**About this exercise:**
Show each line of the entries below in which the word "Barba" appears.

**Material to process:**
-.-.-

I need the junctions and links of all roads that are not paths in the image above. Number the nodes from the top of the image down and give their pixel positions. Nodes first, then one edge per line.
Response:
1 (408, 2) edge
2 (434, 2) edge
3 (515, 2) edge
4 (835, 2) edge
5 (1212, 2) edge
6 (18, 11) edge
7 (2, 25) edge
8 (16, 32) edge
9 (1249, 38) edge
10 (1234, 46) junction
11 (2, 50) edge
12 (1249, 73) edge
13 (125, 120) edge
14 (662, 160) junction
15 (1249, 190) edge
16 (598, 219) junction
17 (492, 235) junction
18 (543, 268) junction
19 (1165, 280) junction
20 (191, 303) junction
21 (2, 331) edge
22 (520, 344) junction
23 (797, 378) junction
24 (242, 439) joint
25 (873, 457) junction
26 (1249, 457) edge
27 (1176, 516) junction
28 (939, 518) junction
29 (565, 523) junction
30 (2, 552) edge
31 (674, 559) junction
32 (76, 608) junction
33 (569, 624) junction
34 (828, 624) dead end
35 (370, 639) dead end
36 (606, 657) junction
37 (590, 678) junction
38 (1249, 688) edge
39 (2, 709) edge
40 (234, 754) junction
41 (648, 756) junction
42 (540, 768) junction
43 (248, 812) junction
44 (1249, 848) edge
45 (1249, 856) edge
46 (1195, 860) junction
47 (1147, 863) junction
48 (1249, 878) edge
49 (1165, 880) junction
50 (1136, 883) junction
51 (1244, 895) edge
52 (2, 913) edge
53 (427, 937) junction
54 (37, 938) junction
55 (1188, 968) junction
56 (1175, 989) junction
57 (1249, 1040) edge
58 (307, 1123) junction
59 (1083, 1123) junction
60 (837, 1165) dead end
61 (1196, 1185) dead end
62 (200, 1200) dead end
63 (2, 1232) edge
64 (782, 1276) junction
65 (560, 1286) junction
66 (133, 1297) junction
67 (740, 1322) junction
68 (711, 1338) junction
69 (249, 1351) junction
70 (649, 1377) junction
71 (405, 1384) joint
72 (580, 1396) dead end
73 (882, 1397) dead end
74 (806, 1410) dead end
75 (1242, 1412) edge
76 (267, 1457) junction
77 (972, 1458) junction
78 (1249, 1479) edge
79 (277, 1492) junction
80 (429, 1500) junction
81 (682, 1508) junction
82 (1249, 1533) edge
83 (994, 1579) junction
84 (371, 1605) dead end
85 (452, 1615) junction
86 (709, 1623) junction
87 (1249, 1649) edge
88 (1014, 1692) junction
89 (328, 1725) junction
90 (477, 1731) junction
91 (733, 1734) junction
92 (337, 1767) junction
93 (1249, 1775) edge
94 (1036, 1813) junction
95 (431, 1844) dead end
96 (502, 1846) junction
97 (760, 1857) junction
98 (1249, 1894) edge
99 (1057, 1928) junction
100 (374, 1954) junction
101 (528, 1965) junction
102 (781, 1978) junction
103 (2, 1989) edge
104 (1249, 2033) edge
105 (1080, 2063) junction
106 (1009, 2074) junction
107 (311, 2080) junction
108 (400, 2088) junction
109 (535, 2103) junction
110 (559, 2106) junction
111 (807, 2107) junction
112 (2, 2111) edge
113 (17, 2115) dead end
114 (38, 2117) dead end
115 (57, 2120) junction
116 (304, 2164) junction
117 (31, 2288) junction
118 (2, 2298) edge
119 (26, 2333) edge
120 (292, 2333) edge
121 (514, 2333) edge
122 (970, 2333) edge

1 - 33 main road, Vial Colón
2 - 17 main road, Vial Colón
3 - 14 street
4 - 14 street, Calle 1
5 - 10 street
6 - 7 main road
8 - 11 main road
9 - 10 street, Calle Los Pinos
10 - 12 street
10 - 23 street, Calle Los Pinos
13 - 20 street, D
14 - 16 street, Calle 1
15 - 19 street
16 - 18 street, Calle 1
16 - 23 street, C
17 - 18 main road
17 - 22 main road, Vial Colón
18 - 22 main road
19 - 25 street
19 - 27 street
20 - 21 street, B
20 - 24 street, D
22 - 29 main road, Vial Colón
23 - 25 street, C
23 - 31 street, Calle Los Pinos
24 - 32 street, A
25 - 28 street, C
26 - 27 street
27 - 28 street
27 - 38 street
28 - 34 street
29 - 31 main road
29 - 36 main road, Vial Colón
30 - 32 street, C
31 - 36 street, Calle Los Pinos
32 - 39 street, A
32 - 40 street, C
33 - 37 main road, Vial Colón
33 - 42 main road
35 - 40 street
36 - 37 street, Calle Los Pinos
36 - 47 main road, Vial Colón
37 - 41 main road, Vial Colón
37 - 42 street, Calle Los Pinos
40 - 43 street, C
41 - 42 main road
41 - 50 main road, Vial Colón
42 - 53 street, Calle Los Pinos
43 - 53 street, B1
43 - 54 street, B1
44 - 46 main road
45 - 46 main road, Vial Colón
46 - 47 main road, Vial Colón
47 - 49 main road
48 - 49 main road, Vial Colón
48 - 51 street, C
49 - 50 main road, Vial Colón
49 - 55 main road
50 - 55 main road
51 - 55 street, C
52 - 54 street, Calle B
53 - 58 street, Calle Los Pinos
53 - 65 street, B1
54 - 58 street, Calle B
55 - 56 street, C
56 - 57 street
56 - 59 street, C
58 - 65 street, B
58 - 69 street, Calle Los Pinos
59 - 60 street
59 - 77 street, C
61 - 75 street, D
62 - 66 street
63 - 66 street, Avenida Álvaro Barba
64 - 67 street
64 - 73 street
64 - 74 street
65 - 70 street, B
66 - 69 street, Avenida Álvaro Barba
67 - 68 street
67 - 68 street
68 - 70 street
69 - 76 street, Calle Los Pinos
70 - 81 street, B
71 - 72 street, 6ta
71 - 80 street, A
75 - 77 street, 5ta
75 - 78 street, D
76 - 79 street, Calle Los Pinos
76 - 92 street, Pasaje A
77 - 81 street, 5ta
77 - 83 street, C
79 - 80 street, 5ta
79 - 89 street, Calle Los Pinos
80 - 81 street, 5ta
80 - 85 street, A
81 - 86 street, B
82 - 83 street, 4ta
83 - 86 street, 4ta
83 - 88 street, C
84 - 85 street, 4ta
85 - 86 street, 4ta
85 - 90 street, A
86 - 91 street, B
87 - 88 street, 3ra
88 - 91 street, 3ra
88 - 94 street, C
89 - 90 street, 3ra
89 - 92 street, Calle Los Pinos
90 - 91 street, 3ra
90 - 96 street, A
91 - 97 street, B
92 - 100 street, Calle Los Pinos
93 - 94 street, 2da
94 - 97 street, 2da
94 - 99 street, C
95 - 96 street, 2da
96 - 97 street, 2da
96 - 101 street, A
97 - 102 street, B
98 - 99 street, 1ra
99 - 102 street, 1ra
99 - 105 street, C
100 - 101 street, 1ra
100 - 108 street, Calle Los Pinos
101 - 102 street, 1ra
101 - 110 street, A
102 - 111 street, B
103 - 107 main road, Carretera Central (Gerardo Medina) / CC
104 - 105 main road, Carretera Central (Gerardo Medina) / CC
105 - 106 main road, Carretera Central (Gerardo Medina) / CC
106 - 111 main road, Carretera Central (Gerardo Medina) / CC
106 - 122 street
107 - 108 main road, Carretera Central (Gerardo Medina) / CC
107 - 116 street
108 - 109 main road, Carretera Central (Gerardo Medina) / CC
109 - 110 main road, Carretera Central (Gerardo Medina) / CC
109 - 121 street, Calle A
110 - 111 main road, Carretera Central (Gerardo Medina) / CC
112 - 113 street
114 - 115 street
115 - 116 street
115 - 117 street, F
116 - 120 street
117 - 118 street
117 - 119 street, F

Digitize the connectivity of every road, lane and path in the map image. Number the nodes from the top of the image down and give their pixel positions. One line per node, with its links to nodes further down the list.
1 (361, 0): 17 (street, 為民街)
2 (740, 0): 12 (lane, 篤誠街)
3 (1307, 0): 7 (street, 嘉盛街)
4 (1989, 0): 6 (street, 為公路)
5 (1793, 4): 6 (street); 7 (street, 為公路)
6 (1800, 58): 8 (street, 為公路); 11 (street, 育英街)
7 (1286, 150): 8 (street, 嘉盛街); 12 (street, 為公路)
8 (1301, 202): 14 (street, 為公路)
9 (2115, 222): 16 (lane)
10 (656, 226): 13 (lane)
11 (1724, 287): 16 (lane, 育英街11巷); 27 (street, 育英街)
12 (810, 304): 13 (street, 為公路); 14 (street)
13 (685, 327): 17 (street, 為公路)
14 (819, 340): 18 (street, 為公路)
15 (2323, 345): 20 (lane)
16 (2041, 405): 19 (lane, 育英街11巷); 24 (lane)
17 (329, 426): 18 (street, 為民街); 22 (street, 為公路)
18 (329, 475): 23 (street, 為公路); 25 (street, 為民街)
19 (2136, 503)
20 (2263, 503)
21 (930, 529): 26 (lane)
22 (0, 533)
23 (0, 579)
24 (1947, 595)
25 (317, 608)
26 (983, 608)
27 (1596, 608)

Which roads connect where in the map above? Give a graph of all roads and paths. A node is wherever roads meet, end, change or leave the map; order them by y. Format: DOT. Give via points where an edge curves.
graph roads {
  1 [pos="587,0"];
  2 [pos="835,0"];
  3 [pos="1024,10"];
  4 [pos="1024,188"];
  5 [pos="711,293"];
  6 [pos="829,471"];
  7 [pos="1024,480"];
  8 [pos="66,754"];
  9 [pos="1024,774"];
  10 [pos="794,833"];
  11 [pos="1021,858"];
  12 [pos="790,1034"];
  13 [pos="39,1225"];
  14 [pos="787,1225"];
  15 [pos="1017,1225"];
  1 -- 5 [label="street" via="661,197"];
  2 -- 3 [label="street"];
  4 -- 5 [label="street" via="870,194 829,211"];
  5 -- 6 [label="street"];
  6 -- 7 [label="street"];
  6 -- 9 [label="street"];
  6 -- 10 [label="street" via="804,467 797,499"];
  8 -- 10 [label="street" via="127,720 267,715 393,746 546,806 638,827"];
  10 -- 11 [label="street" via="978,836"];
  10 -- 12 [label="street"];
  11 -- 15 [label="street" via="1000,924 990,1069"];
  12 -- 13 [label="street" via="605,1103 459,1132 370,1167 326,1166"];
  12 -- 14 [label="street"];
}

-.-.-

**Written response:**
63 - 66 street, Avenida Álvaro Barba
66 - 69 street, Avenida Álvaro Barba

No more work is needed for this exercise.